Creating Languages

In this section, a new language definition will be created from scratch. Rather than trying out a toy language, we'll aim to work with a real one, and try to copy with some of the baggage that all real languages come with. Graydon Hoare's language Rust, first created in 2006, aims to remove memory-safety issues and undefined behaviours from languages like C or C++: in this it succeeds admirably, and has gained traction not least from being partially adopted by some contributions to the Linux kernel. Not everyone likes its syntactic choices, but it's a language which does make choices.

Probably only Rust can parse Rust fully, but Inweb doesn't actually need to know very much about it. Setting this up in the most basic way, we'll have a directory with just two files in. One is a sample Rust program to toy with, written as a web in MarkdownCode format, called sample.rust.md:

# Traces of Corrosion

	fn main() {
		// Iterate with n from 1 to 10
		let mut n = 1;
		while n <= 10 {
			 println!("n = {n} of 10");
			 n += 1;
		}
	}

And the other file will be the new language definition, rust.inweb:

Language "Rust" {
	recognise .rust
}

Kicking the tyres:

$ inweb inspect sample.rust.md -using rust.inweb
web "Traces of Corrosion" (Rust program in MarkdownCode notation): 1 paragraph : 11 lines

$ inweb tangle sample.rust.md
tangling web "Traces of Corrosion" (MarkdownCode notation) to file 'sample.rust'

$ cat sample.rust
fn main() {
	// Iterate over all integers from 1 to 10
	let mut n = 1;
	while n <= 10 {
		 println!("n = {n} of 10");
		 n += 1;
	}
}

As can be seen, a minimal language definition can be minimal indeed. Even the recognise line is optional — a "language" defined just to syntax-colour text wouldn't need one, since there will never be entire webs written in it. But it's certainly needed for Rust, because otherwise Inweb would not know that sample.rust.md is written in the Rust language.

A language definition consists, in fact, of any number of the following, in any order:

recognise, to say what filename extension(s) are typically used by code written in this language;
properties, to set some syntactic properties of the language;
keywords, to say which identifiers in this language are significant, in the way that "reserved words" like while or int are significant in C;
colour, to create a new conceptual colour;
colouring (which can also be written coloring), to say how to syntax-colour programs in this language.

In addition, like most other Inweb definitions, a language can optionally also contain Conventions settings; if present, this must come at the end.

So it's time to give the Rust definition some substance. If we try weaving with the almost empty definition so far:

$ inweb weave sample.rust.md -creating
weaving web "Traces of Corrosion" (MarkdownCode notation) as HTML
	generated: sample.html
	10 files copied to: sample-assets

...then we will see a web page where the Rust code is really quite strangely syntax-coloured. The literal numbers, 1 and 10, are coloured differently from the words like main, and differently again from the punctuation marks like ;. But it looks wrong to do that for the comment line (the one which begins with //), and for the number in the string ("n = {n} of 10").
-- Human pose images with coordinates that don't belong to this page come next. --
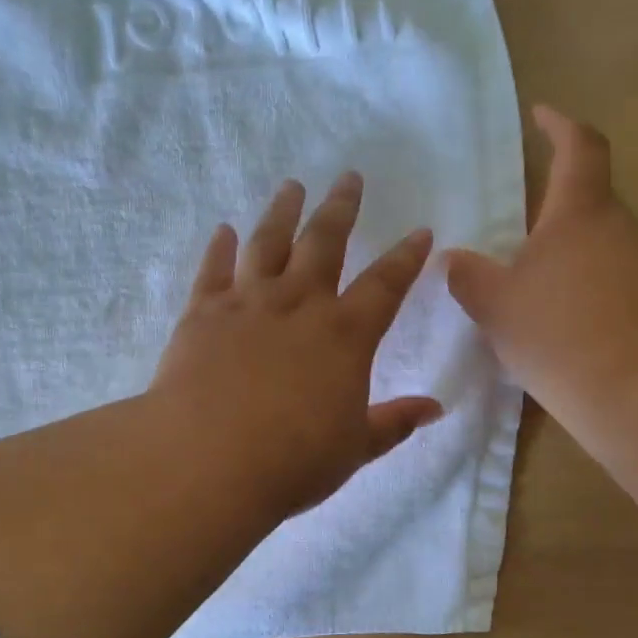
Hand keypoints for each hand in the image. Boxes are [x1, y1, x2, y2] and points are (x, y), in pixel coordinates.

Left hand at [151, 173, 442, 518]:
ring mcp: (247, 303)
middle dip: (341, 208)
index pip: (385, 284)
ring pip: (268, 242)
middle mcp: (299, 305)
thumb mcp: (355, 448)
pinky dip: (219, 248)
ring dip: (282, 212)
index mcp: (345, 335)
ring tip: (292, 186)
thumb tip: (435, 408)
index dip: (406, 257)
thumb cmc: (292, 460)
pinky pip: (213, 270)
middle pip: (324, 242)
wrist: (208, 460)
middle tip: (348, 177)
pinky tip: (224, 231)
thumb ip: (394, 423)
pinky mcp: (202, 313)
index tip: (420, 232)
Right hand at [445, 104, 637, 416]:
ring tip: (529, 287)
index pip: (579, 147)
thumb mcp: (497, 305)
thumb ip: (470, 277)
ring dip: (567, 256)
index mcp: (580, 212)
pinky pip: (613, 282)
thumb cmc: (559, 332)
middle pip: (588, 201)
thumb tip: (453, 259)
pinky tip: (560, 325)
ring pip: (600, 245)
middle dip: (554, 208)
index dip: (560, 125)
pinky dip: (584, 290)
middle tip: (515, 230)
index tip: (542, 114)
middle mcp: (621, 229)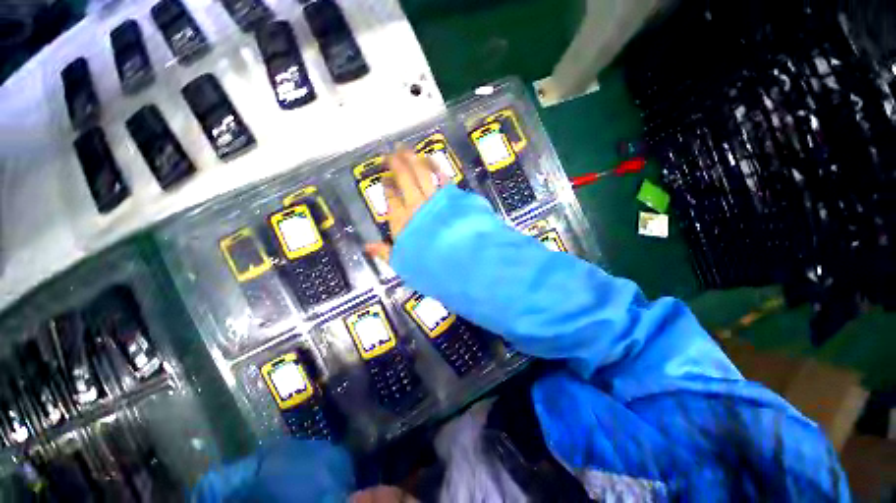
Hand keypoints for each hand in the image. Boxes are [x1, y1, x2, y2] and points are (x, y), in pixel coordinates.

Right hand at [365, 149, 443, 261]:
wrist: (459, 260)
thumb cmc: (429, 265)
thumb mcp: (402, 263)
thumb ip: (385, 252)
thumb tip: (367, 247)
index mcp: (401, 221)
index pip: (391, 198)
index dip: (387, 186)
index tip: (385, 177)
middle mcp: (416, 206)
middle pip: (404, 180)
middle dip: (397, 165)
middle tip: (392, 153)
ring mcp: (435, 200)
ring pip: (422, 175)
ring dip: (414, 161)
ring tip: (407, 151)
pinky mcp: (452, 198)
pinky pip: (442, 178)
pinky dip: (436, 168)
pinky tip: (432, 160)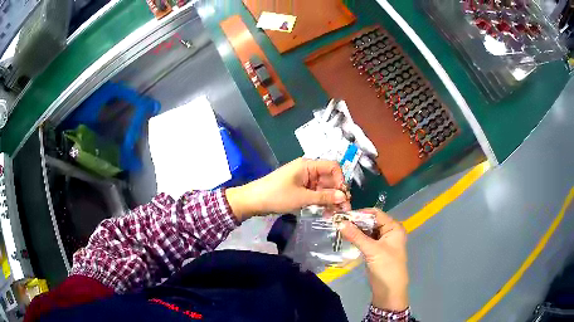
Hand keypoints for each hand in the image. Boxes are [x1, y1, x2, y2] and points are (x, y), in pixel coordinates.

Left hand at [226, 158, 350, 220]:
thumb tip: (344, 197)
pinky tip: (326, 212)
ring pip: (323, 188)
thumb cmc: (277, 196)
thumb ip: (324, 197)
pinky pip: (315, 193)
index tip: (343, 196)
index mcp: (308, 165)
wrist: (253, 201)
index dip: (340, 180)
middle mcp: (308, 170)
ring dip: (330, 199)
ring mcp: (304, 180)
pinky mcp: (299, 189)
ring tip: (336, 214)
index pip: (333, 167)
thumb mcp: (302, 198)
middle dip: (337, 193)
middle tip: (344, 210)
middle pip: (329, 179)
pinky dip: (320, 201)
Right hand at [339, 208, 408, 310]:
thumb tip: (339, 222)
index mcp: (394, 227)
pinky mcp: (375, 250)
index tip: (343, 214)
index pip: (376, 213)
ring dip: (355, 230)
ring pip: (367, 230)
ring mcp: (382, 241)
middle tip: (338, 221)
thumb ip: (356, 236)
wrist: (389, 290)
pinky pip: (365, 239)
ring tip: (339, 227)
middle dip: (356, 221)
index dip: (360, 213)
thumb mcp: (372, 250)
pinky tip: (345, 236)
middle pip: (371, 221)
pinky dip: (357, 237)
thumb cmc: (386, 267)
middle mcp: (389, 231)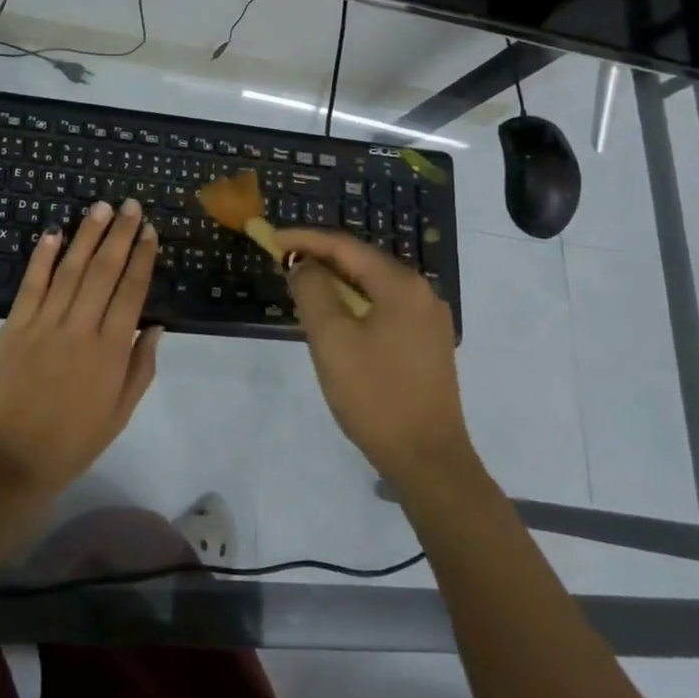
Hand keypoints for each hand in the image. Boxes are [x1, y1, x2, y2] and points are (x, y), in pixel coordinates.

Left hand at [0, 199, 161, 500]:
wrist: (8, 462)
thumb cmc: (72, 443)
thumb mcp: (119, 415)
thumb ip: (141, 368)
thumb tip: (156, 326)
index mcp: (111, 351)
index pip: (132, 292)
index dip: (142, 258)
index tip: (150, 232)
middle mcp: (80, 328)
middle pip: (104, 271)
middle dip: (120, 235)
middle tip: (132, 205)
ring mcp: (44, 324)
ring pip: (70, 269)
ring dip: (87, 235)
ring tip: (101, 207)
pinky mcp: (14, 326)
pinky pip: (31, 284)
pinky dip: (42, 257)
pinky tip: (53, 233)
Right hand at [270, 227, 477, 488]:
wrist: (428, 459)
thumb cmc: (374, 395)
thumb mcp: (332, 339)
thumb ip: (312, 291)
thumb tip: (303, 264)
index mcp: (401, 285)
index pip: (345, 246)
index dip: (304, 239)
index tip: (270, 238)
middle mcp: (421, 293)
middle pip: (361, 262)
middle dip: (320, 258)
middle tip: (282, 263)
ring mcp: (428, 319)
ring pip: (372, 286)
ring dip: (336, 282)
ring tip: (301, 287)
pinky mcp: (427, 344)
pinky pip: (384, 308)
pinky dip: (354, 303)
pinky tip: (334, 318)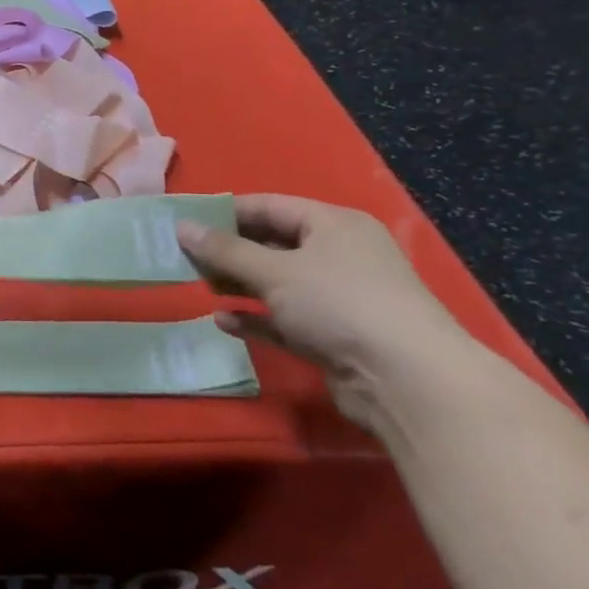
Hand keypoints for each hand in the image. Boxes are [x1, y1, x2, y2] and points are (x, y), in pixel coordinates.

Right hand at [177, 195, 474, 430]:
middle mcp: (338, 255)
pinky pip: (285, 319)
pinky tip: (224, 321)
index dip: (225, 212)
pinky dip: (256, 318)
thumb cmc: (340, 304)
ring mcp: (339, 298)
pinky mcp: (334, 337)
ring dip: (240, 284)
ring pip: (277, 282)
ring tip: (201, 286)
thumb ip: (225, 250)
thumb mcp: (275, 271)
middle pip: (271, 244)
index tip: (185, 221)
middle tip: (185, 257)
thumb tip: (180, 227)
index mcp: (333, 224)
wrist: (408, 382)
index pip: (269, 206)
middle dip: (229, 251)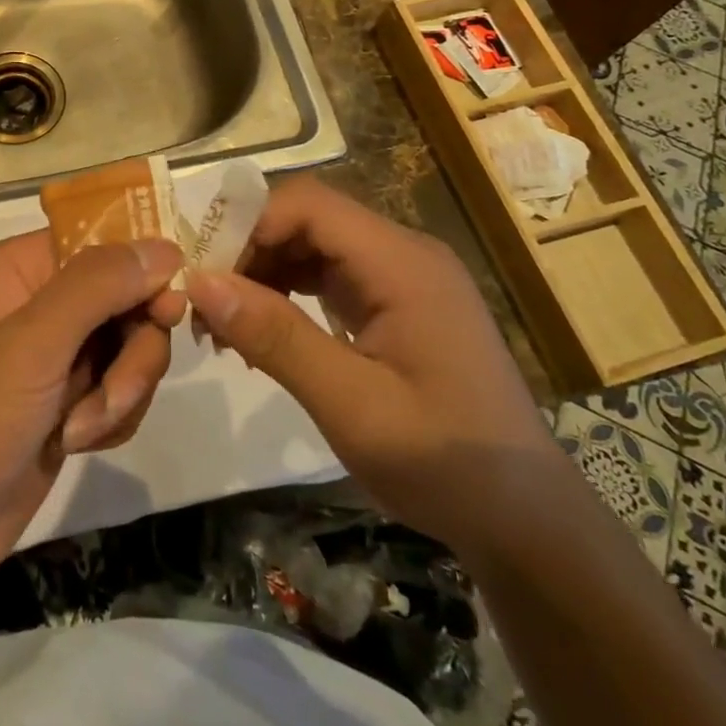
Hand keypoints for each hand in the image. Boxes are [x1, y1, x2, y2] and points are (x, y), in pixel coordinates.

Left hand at [0, 233, 184, 587]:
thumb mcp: (32, 344)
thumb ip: (98, 287)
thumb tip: (166, 246)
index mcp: (21, 267)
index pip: (102, 241)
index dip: (140, 270)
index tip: (167, 310)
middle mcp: (42, 299)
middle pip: (127, 298)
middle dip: (131, 353)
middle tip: (115, 392)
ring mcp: (58, 350)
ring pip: (132, 346)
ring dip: (120, 392)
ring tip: (81, 430)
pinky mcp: (70, 396)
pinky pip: (122, 387)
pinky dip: (112, 417)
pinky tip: (78, 442)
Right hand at [185, 176, 555, 553]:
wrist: (525, 520)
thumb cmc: (444, 462)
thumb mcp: (351, 404)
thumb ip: (276, 336)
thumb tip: (200, 281)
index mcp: (401, 263)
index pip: (309, 205)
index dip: (249, 225)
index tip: (204, 275)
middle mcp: (403, 254)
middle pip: (308, 220)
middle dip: (250, 252)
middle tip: (205, 306)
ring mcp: (402, 278)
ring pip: (314, 246)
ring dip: (265, 275)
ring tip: (225, 326)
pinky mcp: (397, 304)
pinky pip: (330, 277)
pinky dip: (289, 295)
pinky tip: (263, 334)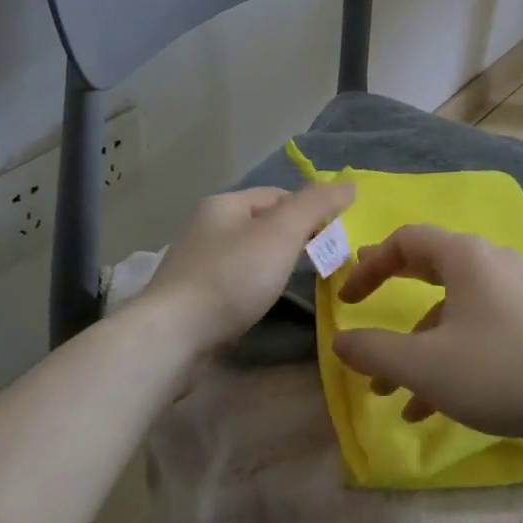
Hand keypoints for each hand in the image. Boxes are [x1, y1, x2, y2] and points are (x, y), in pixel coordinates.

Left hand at [142, 183, 353, 351]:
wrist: (173, 338)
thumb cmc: (232, 276)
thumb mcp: (282, 233)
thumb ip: (317, 205)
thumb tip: (349, 185)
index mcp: (225, 204)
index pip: (279, 194)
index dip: (309, 209)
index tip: (333, 235)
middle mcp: (206, 227)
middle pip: (263, 224)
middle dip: (294, 237)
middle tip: (322, 259)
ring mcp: (195, 264)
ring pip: (249, 255)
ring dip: (274, 264)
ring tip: (297, 282)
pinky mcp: (191, 298)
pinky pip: (234, 283)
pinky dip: (254, 288)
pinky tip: (262, 304)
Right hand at [330, 224, 522, 442]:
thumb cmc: (500, 368)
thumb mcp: (426, 365)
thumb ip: (376, 351)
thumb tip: (340, 340)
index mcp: (464, 256)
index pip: (405, 240)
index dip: (369, 266)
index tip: (346, 301)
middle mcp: (491, 262)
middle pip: (429, 269)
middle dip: (392, 299)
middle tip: (364, 319)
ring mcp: (516, 291)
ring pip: (453, 311)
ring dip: (419, 347)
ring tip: (393, 394)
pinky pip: (479, 329)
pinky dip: (451, 358)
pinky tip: (434, 407)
The problem is that Inweb doesn't know any better, because it doesn't know how Rust writes either comments or strings. So:

Language "Rust" {
	recognise .rust

	properties
		Details: A language for memory-safe coding.
		Line Comment: //
		String Literal: "
		String Literal Escape: \
		Character Literal: '
		Character Literal Escape: \
	end
}

The properties block of a definition makes miscellaneous settings which are all to do with the meaning of code written in our language. All settings fit on a single line (each), all settings are optional, and they can be given in any order. They all take the form Name: Value, where any white space before or after the Value is removed. The odd one out here is Details: it's just a short crib which might remind someone looking at what languages are available, and is used by inweb inspect -resources.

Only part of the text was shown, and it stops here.